══ Records provided

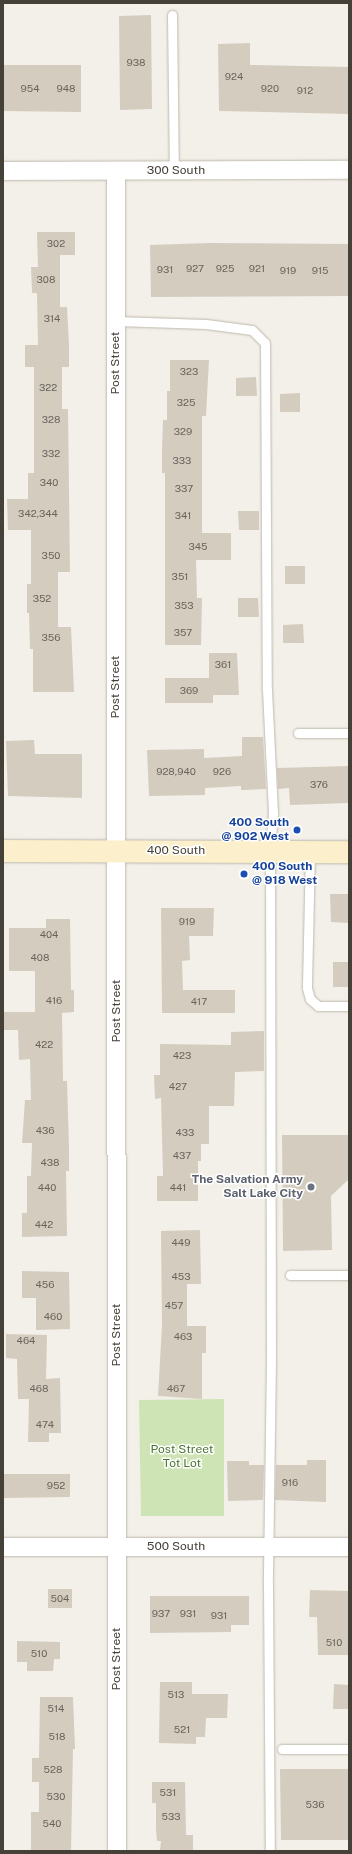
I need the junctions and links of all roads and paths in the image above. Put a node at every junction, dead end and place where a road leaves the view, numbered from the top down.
1 (172, 15) dead end
2 (349, 170) edge
3 (3, 171) edge
4 (116, 171) junction
5 (174, 171) junction
6 (116, 321) junction
7 (298, 732) dead end
8 (349, 733) edge
9 (3, 851) edge
10 (116, 851) junction
11 (270, 852) junction
12 (310, 852) junction
13 (349, 852) edge
14 (349, 1006) edge
15 (290, 1275) dead end
16 (349, 1275) edge
17 (3, 1547) edge
18 (117, 1547) junction
19 (269, 1547) junction
20 (349, 1547) edge
21 (282, 1748) dead end
22 (349, 1748) edge
23 (117, 1851) edge
24 (270, 1851) edge

1 - 5 lane
2 - 5 street, 300 South
3 - 4 street, 300 South
4 - 5 street, 300 South
4 - 6 street, Post Street
6 - 10 street, Post Street
6 - 11 lane
7 - 8 lane
9 - 10 main road, 400 South
10 - 11 main road, 400 South
10 - 18 street, Post Street
11 - 12 main road, 400 South
11 - 19 lane
12 - 13 main road, 400 South
12 - 14 lane
15 - 16 lane
17 - 18 street, 500 South
18 - 19 street, 500 South
18 - 23 street, Post Street
19 - 20 street, 500 South
19 - 24 lane
21 - 22 lane

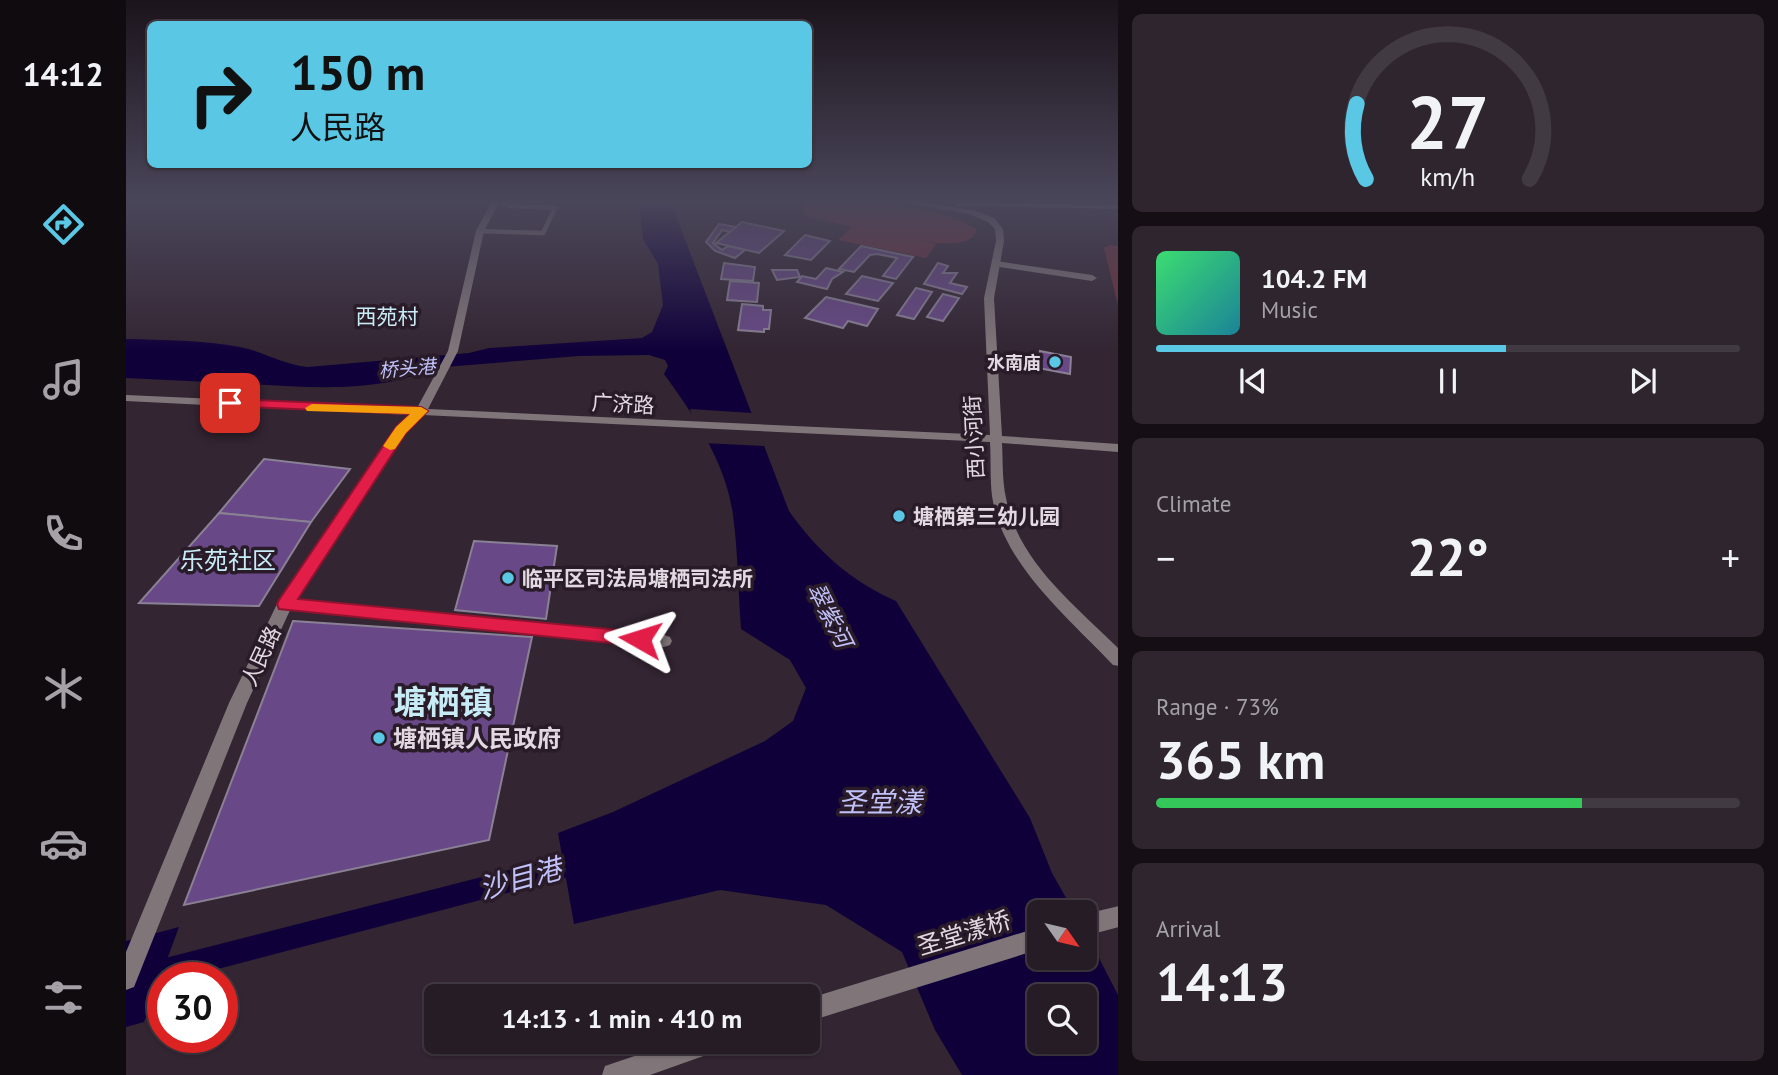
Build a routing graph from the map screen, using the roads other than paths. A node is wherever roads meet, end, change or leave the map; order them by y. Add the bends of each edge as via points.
1 (476, 251) edge
2 (997, 251) edge
3 (996, 264) junction
4 (1092, 278) dead end
5 (126, 398) edge
6 (421, 411) junction
7 (996, 439) junction
8 (1118, 448) edge
9 (285, 604) junction
10 (664, 641) dead end
11 (1117, 657) edge
12 (1118, 916) edge
13 (1097, 922) edge
14 (1027, 942) edge
15 (126, 979) edge
16 (820, 1007) edge
17 (676, 1054) edge
18 (614, 1075) edge

1 - 6 street, 人民路 via 453,351
2 - 3 street, 西小河街
3 - 4 street
3 - 7 street, 西小河街 via 989,298
5 - 6 street, 广济路
6 - 7 street, 广济路
6 - 9 street, 人民路 via 401,430
7 - 8 street, 广济路
7 - 11 street, 西小河街 via 999,498 1012,536 1031,569
9 - 10 street
9 - 15 street, 人民路 via 239,703
12 - 13 street
14 - 16 street, 圣堂漾桥
17 - 18 street

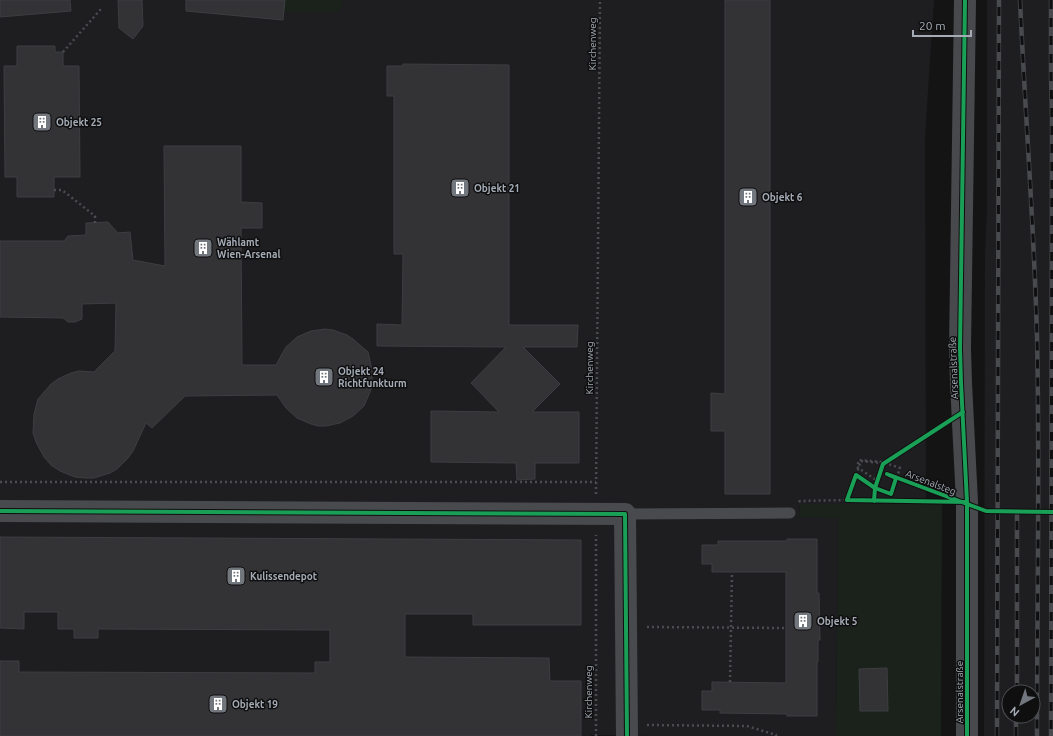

════

**Exercise aim**
Copy every line above exactly; images stay out.

**The answer**
I need the junctions and links of all roads and paths in the image above. Put a node at every junction, dead end and place where a road leaves the view, numbered from the top down.
1 (172, 15) dead end
2 (349, 170) edge
3 (3, 171) edge
4 (116, 171) junction
5 (174, 171) junction
6 (116, 321) junction
7 (298, 732) dead end
8 (349, 733) edge
9 (3, 851) edge
10 (116, 851) junction
11 (270, 852) junction
12 (310, 852) junction
13 (349, 852) edge
14 (349, 1006) edge
15 (290, 1275) dead end
16 (349, 1275) edge
17 (3, 1547) edge
18 (117, 1547) junction
19 (269, 1547) junction
20 (349, 1547) edge
21 (282, 1748) dead end
22 (349, 1748) edge
23 (117, 1851) edge
24 (270, 1851) edge

1 - 5 lane
2 - 5 street, 300 South
3 - 4 street, 300 South
4 - 5 street, 300 South
4 - 6 street, Post Street
6 - 10 street, Post Street
6 - 11 lane
7 - 8 lane
9 - 10 main road, 400 South
10 - 11 main road, 400 South
10 - 18 street, Post Street
11 - 12 main road, 400 South
11 - 19 lane
12 - 13 main road, 400 South
12 - 14 lane
15 - 16 lane
17 - 18 street, 500 South
18 - 19 street, 500 South
18 - 23 street, Post Street
19 - 20 street, 500 South
19 - 24 lane
21 - 22 lane

Build a routing graph from the map screen, using the roads other than paths. A node is wherever roads meet, end, change or leave the map; order them by y. Add the bends of each edge as via points.
1 (476, 251) edge
2 (997, 251) edge
3 (996, 264) junction
4 (1092, 278) dead end
5 (126, 398) edge
6 (421, 411) junction
7 (996, 439) junction
8 (1118, 448) edge
9 (285, 604) junction
10 (664, 641) dead end
11 (1117, 657) edge
12 (1118, 916) edge
13 (1097, 922) edge
14 (1027, 942) edge
15 (126, 979) edge
16 (820, 1007) edge
17 (676, 1054) edge
18 (614, 1075) edge

1 - 6 street, 人民路 via 453,351
2 - 3 street, 西小河街
3 - 4 street
3 - 7 street, 西小河街 via 989,298
5 - 6 street, 广济路
6 - 7 street, 广济路
6 - 9 street, 人民路 via 401,430
7 - 8 street, 广济路
7 - 11 street, 西小河街 via 999,498 1012,536 1031,569
9 - 10 street
9 - 15 street, 人民路 via 239,703
12 - 13 street
14 - 16 street, 圣堂漾桥
17 - 18 street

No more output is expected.